TASK> Look through the entries that follow and return each line that has the string "Sexta".

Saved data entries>

= = = =

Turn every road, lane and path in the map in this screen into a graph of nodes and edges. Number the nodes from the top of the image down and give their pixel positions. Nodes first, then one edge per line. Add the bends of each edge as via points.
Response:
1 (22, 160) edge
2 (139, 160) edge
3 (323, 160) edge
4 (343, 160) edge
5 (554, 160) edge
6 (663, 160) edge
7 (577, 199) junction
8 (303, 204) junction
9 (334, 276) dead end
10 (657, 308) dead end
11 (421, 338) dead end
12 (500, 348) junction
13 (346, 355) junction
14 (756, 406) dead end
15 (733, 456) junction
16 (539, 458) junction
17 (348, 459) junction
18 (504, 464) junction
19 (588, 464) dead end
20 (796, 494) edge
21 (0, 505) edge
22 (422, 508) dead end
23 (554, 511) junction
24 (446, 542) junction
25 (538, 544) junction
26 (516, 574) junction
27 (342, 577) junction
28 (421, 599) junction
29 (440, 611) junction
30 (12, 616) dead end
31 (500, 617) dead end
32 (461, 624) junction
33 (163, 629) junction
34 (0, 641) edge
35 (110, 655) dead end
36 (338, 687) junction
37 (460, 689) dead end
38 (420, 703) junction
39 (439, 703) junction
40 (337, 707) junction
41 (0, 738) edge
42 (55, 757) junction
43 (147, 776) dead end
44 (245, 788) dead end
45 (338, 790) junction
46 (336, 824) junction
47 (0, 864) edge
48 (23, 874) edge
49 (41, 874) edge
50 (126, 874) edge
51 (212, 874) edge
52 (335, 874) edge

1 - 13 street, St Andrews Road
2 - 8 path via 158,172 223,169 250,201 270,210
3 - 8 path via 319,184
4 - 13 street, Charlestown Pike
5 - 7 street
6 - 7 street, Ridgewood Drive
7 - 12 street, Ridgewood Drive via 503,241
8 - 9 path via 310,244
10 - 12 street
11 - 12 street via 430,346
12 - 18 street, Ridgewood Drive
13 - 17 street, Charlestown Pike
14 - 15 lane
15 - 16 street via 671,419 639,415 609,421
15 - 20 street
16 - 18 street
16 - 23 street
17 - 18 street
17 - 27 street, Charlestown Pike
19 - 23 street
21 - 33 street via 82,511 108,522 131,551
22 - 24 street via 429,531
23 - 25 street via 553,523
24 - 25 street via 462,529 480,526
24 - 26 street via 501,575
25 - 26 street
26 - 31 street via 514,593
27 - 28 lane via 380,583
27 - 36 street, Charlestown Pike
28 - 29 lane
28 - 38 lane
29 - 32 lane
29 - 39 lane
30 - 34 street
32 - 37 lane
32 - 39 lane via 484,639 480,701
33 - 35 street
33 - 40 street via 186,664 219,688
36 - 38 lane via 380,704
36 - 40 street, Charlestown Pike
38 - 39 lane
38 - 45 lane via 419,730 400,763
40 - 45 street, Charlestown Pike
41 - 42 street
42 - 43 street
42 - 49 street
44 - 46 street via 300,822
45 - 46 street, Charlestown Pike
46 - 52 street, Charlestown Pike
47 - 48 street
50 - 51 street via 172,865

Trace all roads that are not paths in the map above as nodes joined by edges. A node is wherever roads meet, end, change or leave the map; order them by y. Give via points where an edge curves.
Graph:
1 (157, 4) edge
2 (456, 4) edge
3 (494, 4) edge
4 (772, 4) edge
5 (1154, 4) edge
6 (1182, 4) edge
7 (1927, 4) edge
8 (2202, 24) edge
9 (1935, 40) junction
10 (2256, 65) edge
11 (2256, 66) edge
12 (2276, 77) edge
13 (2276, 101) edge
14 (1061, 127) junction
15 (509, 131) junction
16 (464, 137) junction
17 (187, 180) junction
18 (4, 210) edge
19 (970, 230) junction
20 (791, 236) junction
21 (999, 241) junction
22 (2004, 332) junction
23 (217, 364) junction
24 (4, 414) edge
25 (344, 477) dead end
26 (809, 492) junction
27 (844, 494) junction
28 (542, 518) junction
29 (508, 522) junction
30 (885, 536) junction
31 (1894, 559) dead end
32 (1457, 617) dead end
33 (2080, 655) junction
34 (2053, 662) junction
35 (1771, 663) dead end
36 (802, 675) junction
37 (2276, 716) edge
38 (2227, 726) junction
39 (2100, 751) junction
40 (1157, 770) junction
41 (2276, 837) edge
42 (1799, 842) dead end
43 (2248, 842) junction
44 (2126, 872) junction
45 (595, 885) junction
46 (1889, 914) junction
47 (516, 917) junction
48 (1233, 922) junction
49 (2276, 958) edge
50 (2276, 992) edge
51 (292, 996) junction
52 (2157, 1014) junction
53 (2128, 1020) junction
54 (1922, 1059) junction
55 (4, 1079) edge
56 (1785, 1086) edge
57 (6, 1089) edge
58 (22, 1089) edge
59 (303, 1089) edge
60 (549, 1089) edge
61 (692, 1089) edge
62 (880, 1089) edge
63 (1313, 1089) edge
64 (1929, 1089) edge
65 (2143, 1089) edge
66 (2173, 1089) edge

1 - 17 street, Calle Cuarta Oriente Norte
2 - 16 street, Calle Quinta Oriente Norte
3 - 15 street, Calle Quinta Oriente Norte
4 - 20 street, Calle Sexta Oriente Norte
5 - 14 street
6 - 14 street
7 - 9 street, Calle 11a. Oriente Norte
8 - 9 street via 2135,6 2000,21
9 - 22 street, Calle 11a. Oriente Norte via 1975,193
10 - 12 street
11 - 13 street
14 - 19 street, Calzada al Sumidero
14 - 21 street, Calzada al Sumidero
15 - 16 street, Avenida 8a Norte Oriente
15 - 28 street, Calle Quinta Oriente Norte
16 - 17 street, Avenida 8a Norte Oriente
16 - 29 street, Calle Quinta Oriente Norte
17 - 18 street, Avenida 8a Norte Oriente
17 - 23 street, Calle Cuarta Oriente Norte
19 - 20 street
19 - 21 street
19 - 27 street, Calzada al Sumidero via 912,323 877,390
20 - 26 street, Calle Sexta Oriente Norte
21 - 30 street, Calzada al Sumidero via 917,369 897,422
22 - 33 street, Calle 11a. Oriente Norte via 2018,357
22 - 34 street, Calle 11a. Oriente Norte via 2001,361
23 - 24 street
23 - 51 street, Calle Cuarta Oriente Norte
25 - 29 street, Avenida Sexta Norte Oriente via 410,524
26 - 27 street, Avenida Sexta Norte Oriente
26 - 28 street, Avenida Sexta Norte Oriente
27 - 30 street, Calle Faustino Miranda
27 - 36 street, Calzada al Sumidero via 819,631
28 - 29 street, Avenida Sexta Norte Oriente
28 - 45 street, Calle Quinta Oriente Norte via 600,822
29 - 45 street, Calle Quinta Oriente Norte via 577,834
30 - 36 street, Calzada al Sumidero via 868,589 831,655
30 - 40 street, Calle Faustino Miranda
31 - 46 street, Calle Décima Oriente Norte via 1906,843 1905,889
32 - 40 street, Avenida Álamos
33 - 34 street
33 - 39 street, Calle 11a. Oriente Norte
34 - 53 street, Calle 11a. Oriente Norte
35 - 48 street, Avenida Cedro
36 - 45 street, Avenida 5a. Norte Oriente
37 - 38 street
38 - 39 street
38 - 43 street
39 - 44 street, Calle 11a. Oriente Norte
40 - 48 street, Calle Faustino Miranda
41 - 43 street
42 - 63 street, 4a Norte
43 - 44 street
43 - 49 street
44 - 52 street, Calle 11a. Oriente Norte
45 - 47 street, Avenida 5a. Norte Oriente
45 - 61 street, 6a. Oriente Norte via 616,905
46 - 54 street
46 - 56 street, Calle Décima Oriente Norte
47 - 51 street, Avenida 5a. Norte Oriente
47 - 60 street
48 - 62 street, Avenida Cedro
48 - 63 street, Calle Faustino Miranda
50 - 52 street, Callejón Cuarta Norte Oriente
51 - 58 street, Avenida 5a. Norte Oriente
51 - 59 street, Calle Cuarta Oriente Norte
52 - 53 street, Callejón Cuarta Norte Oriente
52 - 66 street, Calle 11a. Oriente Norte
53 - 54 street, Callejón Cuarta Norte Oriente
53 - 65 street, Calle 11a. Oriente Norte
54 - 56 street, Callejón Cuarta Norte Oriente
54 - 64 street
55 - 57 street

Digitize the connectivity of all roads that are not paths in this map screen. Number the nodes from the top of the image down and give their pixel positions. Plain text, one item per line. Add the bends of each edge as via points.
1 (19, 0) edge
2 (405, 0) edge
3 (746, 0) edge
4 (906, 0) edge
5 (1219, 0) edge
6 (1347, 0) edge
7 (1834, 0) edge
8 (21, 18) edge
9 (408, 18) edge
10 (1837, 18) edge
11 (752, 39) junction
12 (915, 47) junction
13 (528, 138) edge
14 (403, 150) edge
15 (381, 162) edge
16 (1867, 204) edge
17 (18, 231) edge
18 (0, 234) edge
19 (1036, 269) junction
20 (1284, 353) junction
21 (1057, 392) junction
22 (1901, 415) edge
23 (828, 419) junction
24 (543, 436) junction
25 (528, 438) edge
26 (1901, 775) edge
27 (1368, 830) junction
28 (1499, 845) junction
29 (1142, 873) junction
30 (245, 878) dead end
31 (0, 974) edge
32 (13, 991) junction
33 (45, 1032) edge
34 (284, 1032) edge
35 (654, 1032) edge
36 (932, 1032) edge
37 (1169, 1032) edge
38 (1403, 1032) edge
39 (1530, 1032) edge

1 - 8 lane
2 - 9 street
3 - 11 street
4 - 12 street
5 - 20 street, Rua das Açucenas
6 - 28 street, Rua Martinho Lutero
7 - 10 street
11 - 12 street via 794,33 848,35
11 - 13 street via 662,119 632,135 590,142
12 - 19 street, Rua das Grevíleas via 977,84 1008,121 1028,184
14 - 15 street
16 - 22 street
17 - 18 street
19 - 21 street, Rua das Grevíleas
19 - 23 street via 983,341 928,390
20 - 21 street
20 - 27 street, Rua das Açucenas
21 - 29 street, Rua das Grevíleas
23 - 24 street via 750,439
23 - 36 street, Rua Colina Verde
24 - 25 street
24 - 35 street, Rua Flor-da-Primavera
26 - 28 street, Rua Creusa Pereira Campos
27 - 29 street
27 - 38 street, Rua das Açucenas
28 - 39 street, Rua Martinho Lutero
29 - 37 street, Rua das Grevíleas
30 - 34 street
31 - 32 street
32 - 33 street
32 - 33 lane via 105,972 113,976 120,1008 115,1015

= = = =

FINISHED EXERCISE>
4 - 20 street, Calle Sexta Oriente Norte
20 - 26 street, Calle Sexta Oriente Norte
25 - 29 street, Avenida Sexta Norte Oriente via 410,524
26 - 27 street, Avenida Sexta Norte Oriente
26 - 28 street, Avenida Sexta Norte Oriente
28 - 29 street, Avenida Sexta Norte Oriente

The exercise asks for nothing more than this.